• EXERCISE GOAL: Retype the whole listing, please, keeping every line exact and dropping the pictures.

• STUDY MATERIAL:
####

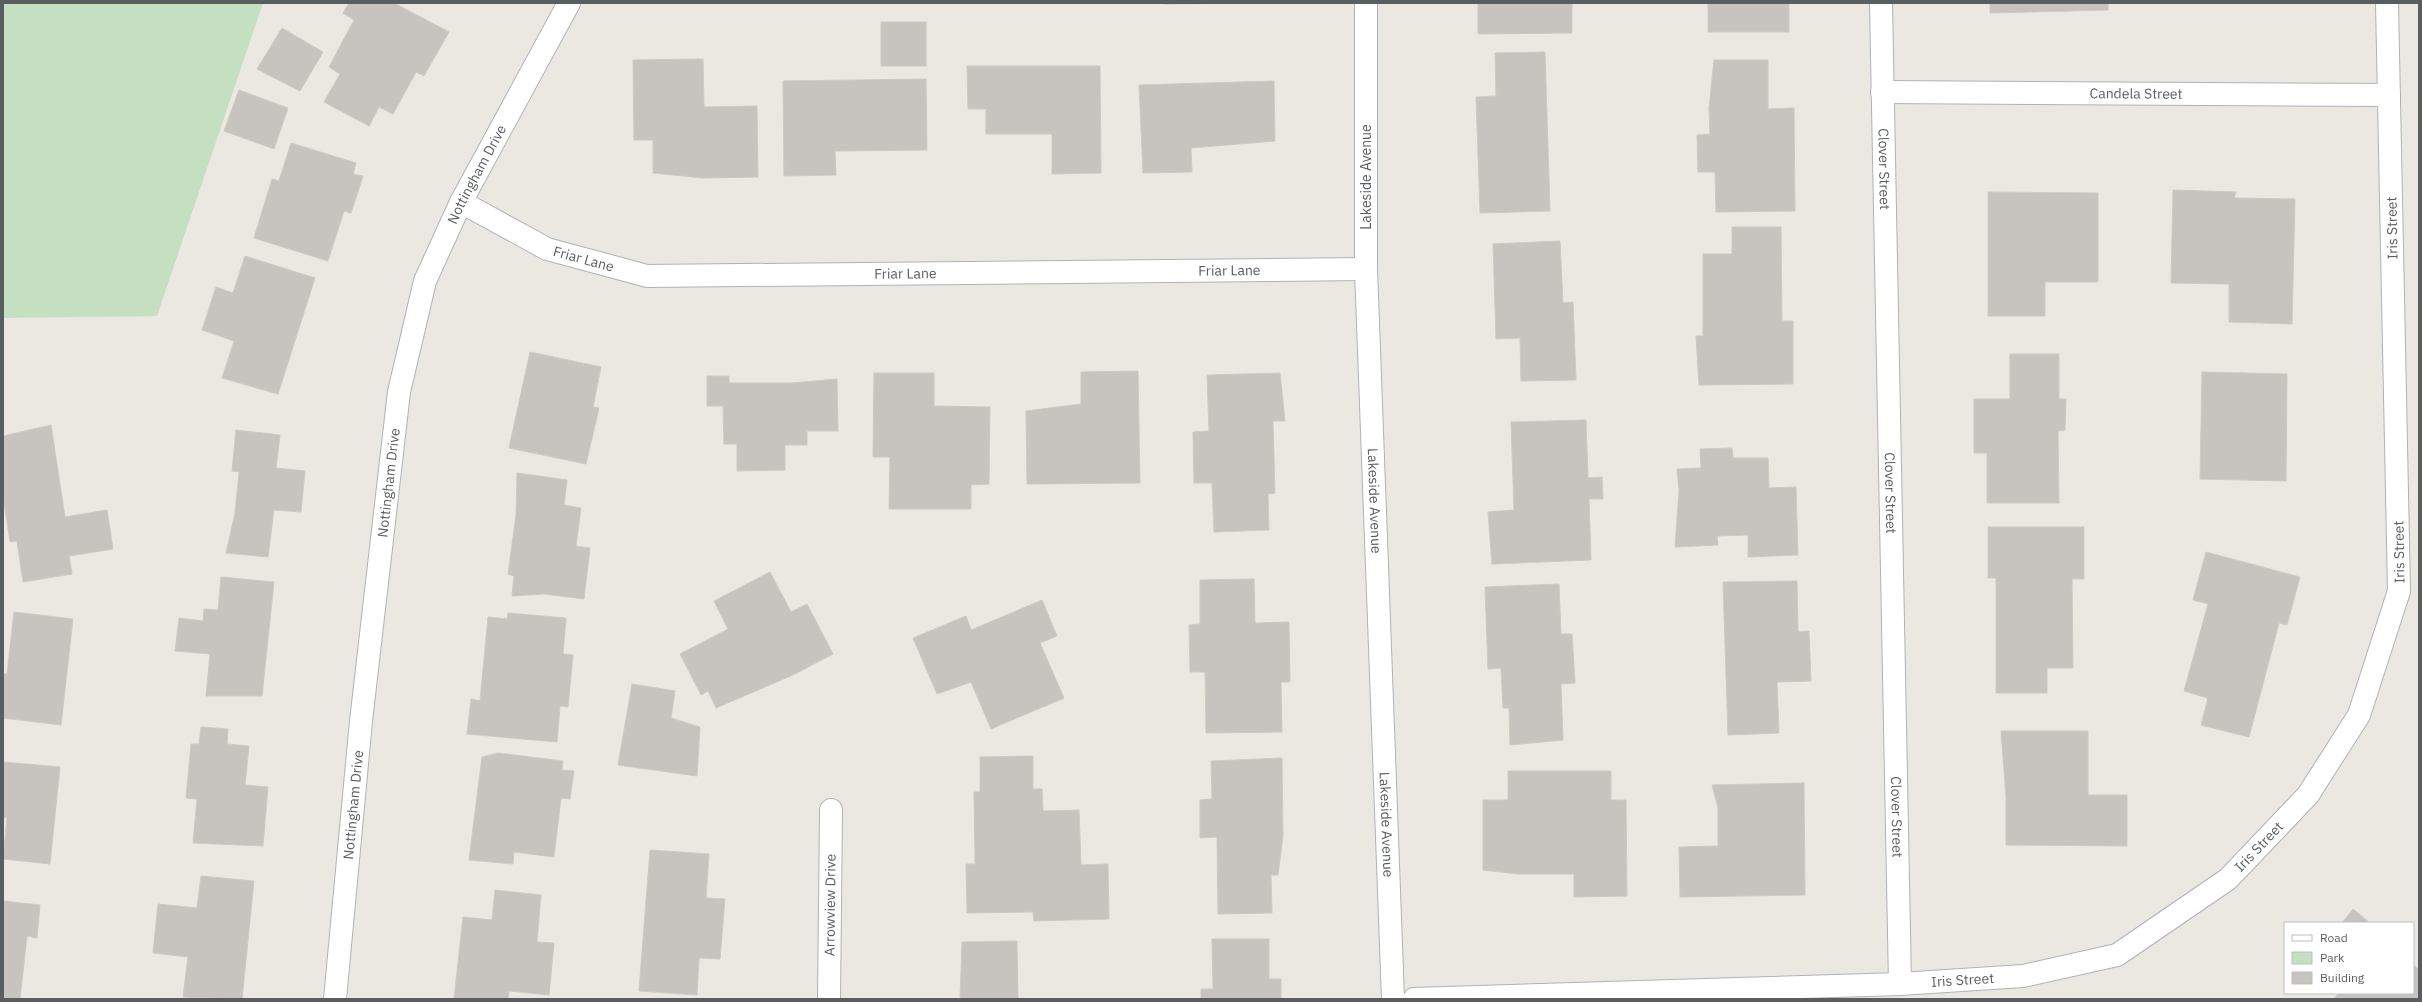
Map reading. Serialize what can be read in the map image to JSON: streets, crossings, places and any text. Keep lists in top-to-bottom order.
{
  "streets": {
    "street": [
      "Candela Street",
      "Clover Street",
      "Nottingham Drive",
      "Lakeside Avenue",
      "Iris Street",
      "Friar Lane",
      "Arrowview Drive"
    ]
  },
  "crossings": [
    ["Candela Street", "Clover Street"],
    ["Candela Street", "Iris Street"],
    ["Clover Street", "Iris Street"],
    ["Nottingham Drive", "Friar Lane"],
    ["Lakeside Avenue", "Friar Lane"]
  ],
  "legend": ["Road", "Park", "Building"]
}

####

• YOUR SOLUTION:
Map reading. Serialize what can be read in the map image to JSON: streets, crossings, places and any text. Keep lists in top-to-bottom order.
{
  "streets": {
    "street": [
      "Candela Street",
      "Clover Street",
      "Nottingham Drive",
      "Lakeside Avenue",
      "Iris Street",
      "Friar Lane",
      "Arrowview Drive"
    ]
  },
  "crossings": [
    ["Candela Street", "Clover Street"],
    ["Candela Street", "Iris Street"],
    ["Clover Street", "Iris Street"],
    ["Nottingham Drive", "Friar Lane"],
    ["Lakeside Avenue", "Friar Lane"]
  ],
  "legend": ["Road", "Park", "Building"]
}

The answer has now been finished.